Certificate of Origin
By contributing to this project you agree to the Developer Certificate of Origin (DCO). This document was created by the Linux Kernel community and is a simple statement that you, as a contributor, have the legal right to make the contribution. See the DCO file for details.
Email and Chat
The project currently uses the Kubernetes Slack:
Please avoid emailing maintainers found in the MAINTAINERS file directly. They are very busy and read the mailing lists.
- Fork the repository on GitHub
- Read the README for build and test instructions
- Play with the project, submit bugs, submit patches!
This is a rough outline of what a contributor’s workflow looks like:
- Create a topic branch from where you want to base your work (usually master).
- Make commits of logical units.
- Make sure your commit messages are in the proper format (see below).
- Push your changes to a topic branch in your fork of the repository.
- Make sure the tests pass, and add any new tests as appropriate.
- Submit a pull request to the original repository.
Thanks for your contributions!
Format of the Commit Message
We follow a rough convention for commit messages that is designed to answer two questions: what changed and why. The subject line should feature the what and the body of the commit should describe the why.

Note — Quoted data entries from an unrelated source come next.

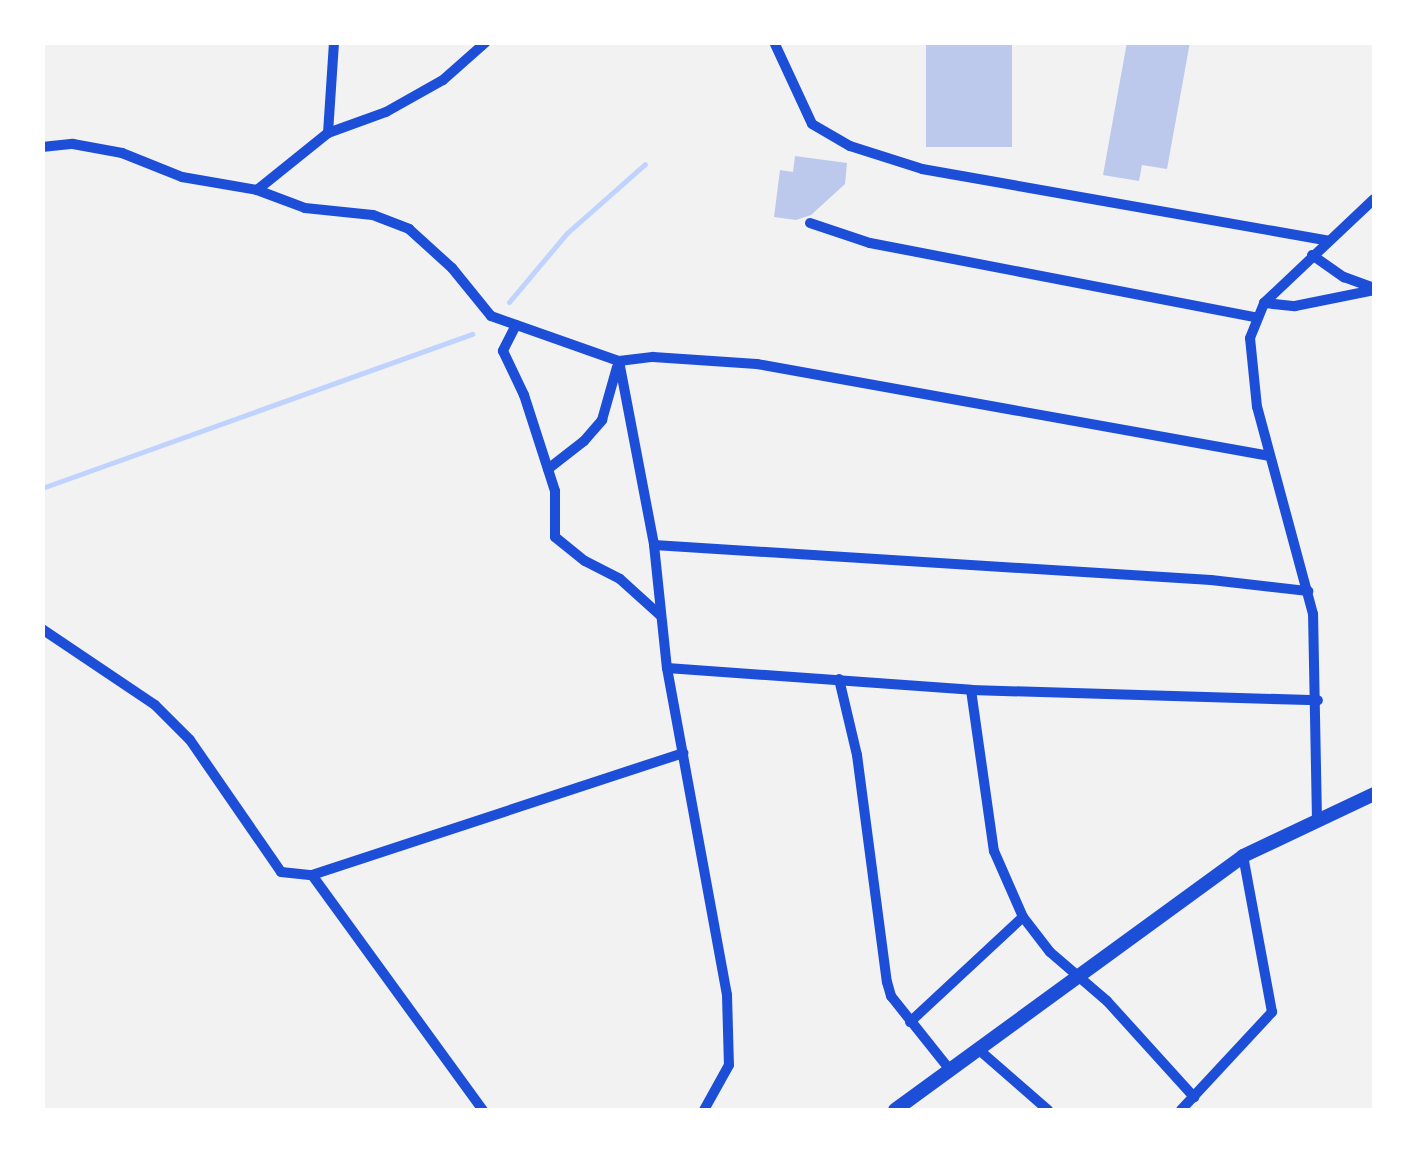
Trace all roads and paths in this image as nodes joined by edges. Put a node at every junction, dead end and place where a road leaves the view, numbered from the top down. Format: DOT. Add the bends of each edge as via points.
graph roads {
  1 [pos="334,42"];
  2 [pos="486,42"];
  3 [pos="774,42"];
  4 [pos="328,133"];
  5 [pos="42,147"];
  6 [pos="257,190"];
  7 [pos="1374,199"];
  8 [pos="810,223"];
  9 [pos="1329,241"];
  10 [pos="1312,255"];
  11 [pos="1374,289"];
  12 [pos="1264,303"];
  13 [pos="1256,317"];
  14 [pos="516,325"];
  15 [pos="619,361"];
  16 [pos="1270,456"];
  17 [pos="548,468"];
  18 [pos="654,544"];
  19 [pos="1308,591"];
  20 [pos="662,616"];
  21 [pos="42,629"];
  22 [pos="667,668"];
  23 [pos="839,678"];
  24 [pos="971,690"];
  25 [pos="1318,700"];
  26 [pos="683,753"];
  27 [pos="1374,794"];
  28 [pos="1317,820"];
  29 [pos="1242,856"];
  30 [pos="312,874"];
  31 [pos="1023,917"];
  32 [pos="1074,976"];
  33 [pos="910,1022"];
  34 [pos="978,1049"];
  35 [pos="950,1070"];
  36 [pos="1194,1097"];
  37 [pos="482,1110"];
  38 [pos="704,1110"];
  39 [pos="896,1110"];
  40 [pos="1048,1110"];
  41 [pos="1182,1110"];
  1 -- 4 [label="street"];
  2 -- 4 [label="street" via="429,88"];
  3 -- 9 [label="street" via="812,124 850,146 922,169"];
  4 -- 6 [label="street"];
  5 -- 6 [label="street" via="73,144 122,153 182,176"];
  6 -- 14 [label="street" via="305,208 374,214 409,229 491,316"];
  7 -- 9 [label="street"];
  8 -- 13 [label="street" via="870,243"];
  9 -- 10 [label="street"];
  10 -- 11 [label="street"];
  10 -- 12 [label="street"];
  11 -- 12 [label="street" via="1295,306"];
  12 -- 13 [label="street"];
  13 -- 16 [label="street" via="1250,364"];
  14 -- 15 [label="street"];
  14 -- 17 [label="street" via="503,351"];
  15 -- 16 [label="street" via="757,364"];
  15 -- 17 [label="street" via="602,420"];
  15 -- 18 [label="street"];
  16 -- 19 [label="street"];
  17 -- 20 [label="street" via="556,538"];
  18 -- 19 [label="street"];
  18 -- 20 [label="street"];
  19 -- 25 [label="street"];
  20 -- 22 [label="street"];
  21 -- 30 [label="street" via="156,705 190,740 281,872"];
  22 -- 23 [label="street"];
  22 -- 26 [label="street"];
  23 -- 24 [label="street"];
  23 -- 33 [label="street" via="857,756 887,982"];
  24 -- 25 [label="street"];
  24 -- 31 [label="street" via="994,850"];
  25 -- 28 [label="street"];
  26 -- 30 [label="street"];
  26 -- 38 [label="street" via="730,1022 730,1065"];
  27 -- 28 [label="street"];
  28 -- 29 [label="street"];
  29 -- 32 [label="street"];
  29 -- 36 [label="street" via="1272,1012"];
  30 -- 37 [label="street"];
  31 -- 32 [label="street"];
  31 -- 33 [label="street"];
  32 -- 34 [label="street"];
  32 -- 36 [label="street" via="1106,1001"];
  33 -- 35 [label="street"];
  34 -- 35 [label="street"];
  34 -- 40 [label="street"];
  35 -- 39 [label="street"];
  36 -- 41 [label="street"];
}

scripts: add the test-cluster command this uses tmux to setup a test cluster that you can easily kill and start for debugging. Fixes #38
The format can be described more formally as follows:
<subsystem>: <what changed> <BLANK LINE> <why this change was made> <BLANK LINE> <footer>
The first line is the subject and should be no longer than 70 characters, the second line is always blank, and other lines should be wrapped at 80 characters. This allows the message to be easier to read on GitHub as well as in various git tools.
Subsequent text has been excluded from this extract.